◆ DESCRIPTION OF THE TASK
In the entries below, find every line with "road" and copy it.

◆ INFORMATION
▼▼▼
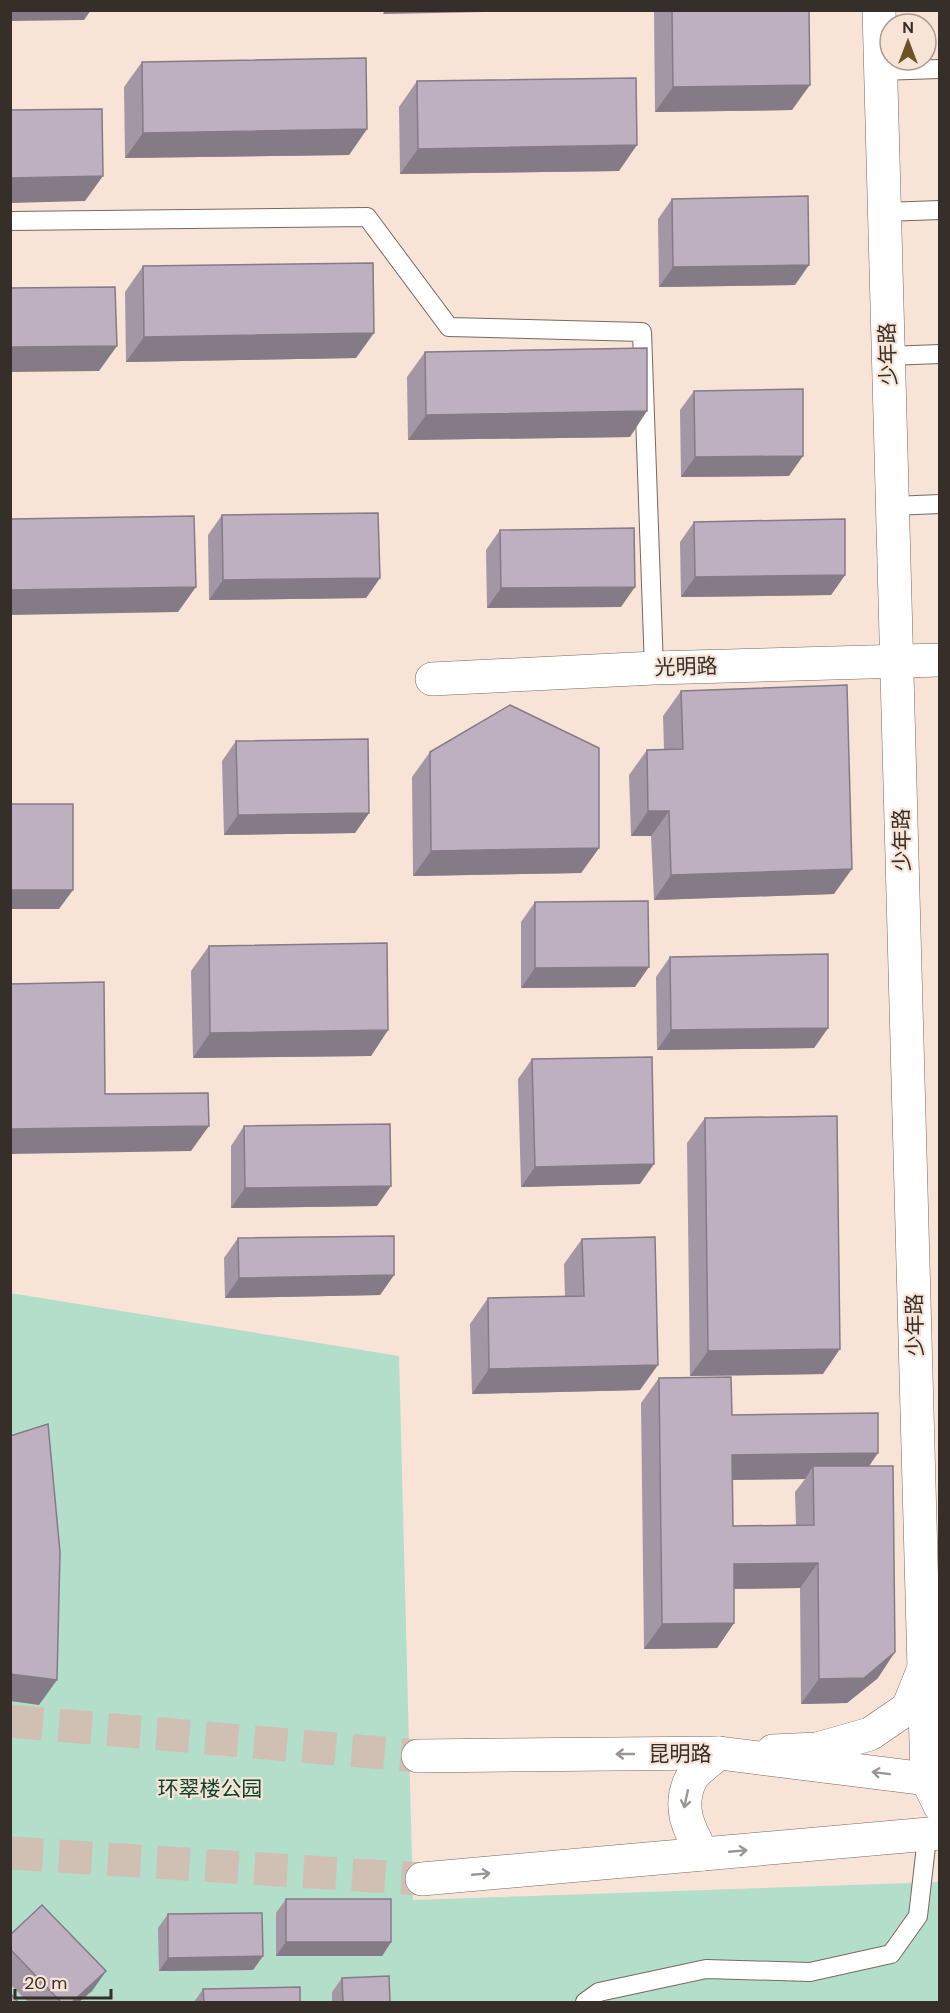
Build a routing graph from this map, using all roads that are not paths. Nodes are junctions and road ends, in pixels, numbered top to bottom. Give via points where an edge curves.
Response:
▲▲▲
▼▼▼
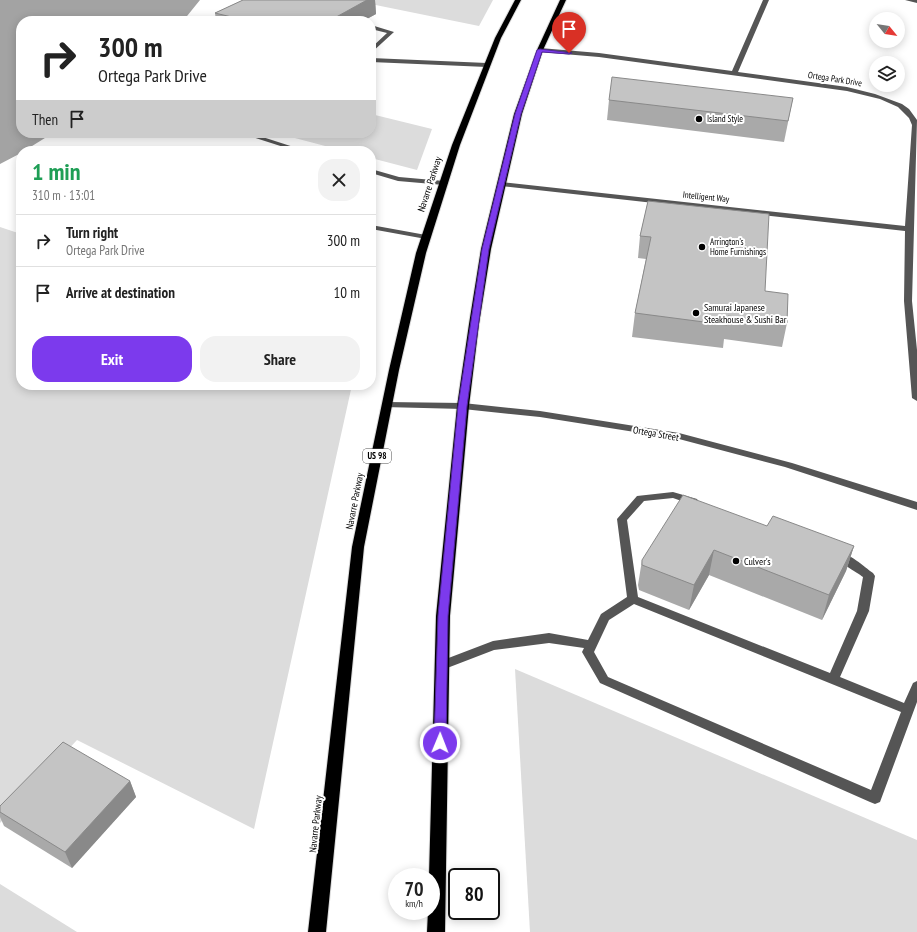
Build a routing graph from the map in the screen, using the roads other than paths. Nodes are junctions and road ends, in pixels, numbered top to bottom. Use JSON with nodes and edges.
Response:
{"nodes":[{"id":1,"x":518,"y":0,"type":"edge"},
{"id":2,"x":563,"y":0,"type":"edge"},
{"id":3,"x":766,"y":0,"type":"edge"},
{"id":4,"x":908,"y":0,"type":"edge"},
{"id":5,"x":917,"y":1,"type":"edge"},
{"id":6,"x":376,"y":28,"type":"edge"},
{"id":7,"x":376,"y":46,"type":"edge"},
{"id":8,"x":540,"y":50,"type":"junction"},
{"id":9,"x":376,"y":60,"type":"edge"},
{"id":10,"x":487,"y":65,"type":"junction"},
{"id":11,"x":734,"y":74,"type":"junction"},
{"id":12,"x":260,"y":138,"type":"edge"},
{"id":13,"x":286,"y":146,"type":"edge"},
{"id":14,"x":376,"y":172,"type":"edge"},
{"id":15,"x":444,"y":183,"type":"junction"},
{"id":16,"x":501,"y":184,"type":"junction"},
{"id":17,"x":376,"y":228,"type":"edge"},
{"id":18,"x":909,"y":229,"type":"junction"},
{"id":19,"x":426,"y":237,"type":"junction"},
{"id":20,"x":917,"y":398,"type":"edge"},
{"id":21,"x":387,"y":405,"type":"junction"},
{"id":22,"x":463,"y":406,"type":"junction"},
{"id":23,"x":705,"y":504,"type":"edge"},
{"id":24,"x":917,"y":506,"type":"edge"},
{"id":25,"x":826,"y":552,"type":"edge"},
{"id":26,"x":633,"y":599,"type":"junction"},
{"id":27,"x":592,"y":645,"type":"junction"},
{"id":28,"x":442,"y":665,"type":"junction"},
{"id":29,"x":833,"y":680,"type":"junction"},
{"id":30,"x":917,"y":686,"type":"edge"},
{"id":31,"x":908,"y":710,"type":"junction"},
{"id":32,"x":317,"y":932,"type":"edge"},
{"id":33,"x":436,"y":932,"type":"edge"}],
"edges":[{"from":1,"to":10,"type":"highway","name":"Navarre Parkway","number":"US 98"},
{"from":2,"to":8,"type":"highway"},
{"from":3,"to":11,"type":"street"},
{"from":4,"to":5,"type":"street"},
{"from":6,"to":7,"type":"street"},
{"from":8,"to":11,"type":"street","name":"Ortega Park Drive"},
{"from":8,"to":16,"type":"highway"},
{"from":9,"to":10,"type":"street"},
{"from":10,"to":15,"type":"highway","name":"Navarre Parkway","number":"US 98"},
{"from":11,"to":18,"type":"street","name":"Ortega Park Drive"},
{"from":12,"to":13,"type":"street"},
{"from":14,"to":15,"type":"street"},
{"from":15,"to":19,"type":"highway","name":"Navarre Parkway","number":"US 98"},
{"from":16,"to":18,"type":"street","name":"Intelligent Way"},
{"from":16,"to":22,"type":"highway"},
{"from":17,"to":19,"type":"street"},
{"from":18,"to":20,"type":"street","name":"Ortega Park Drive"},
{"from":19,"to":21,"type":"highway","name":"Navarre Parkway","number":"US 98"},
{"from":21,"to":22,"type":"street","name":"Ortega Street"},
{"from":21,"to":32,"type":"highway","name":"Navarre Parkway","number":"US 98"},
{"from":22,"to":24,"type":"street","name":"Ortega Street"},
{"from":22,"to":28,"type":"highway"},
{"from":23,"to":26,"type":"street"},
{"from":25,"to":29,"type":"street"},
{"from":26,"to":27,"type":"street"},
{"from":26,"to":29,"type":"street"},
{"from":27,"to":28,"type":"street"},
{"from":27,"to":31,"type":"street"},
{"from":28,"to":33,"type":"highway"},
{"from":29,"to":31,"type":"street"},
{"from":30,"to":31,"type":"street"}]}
▲▲▲
◆ OUTPUT FOR THIS EXERCISE
Build a routing graph from this map, using all roads that are not paths. Nodes are junctions and road ends, in pixels, numbered top to bottom. Give via points where an edge curves.
Build a routing graph from the map in the screen, using the roads other than paths. Nodes are junctions and road ends, in pixels, numbered top to bottom. Use JSON with nodes and edges.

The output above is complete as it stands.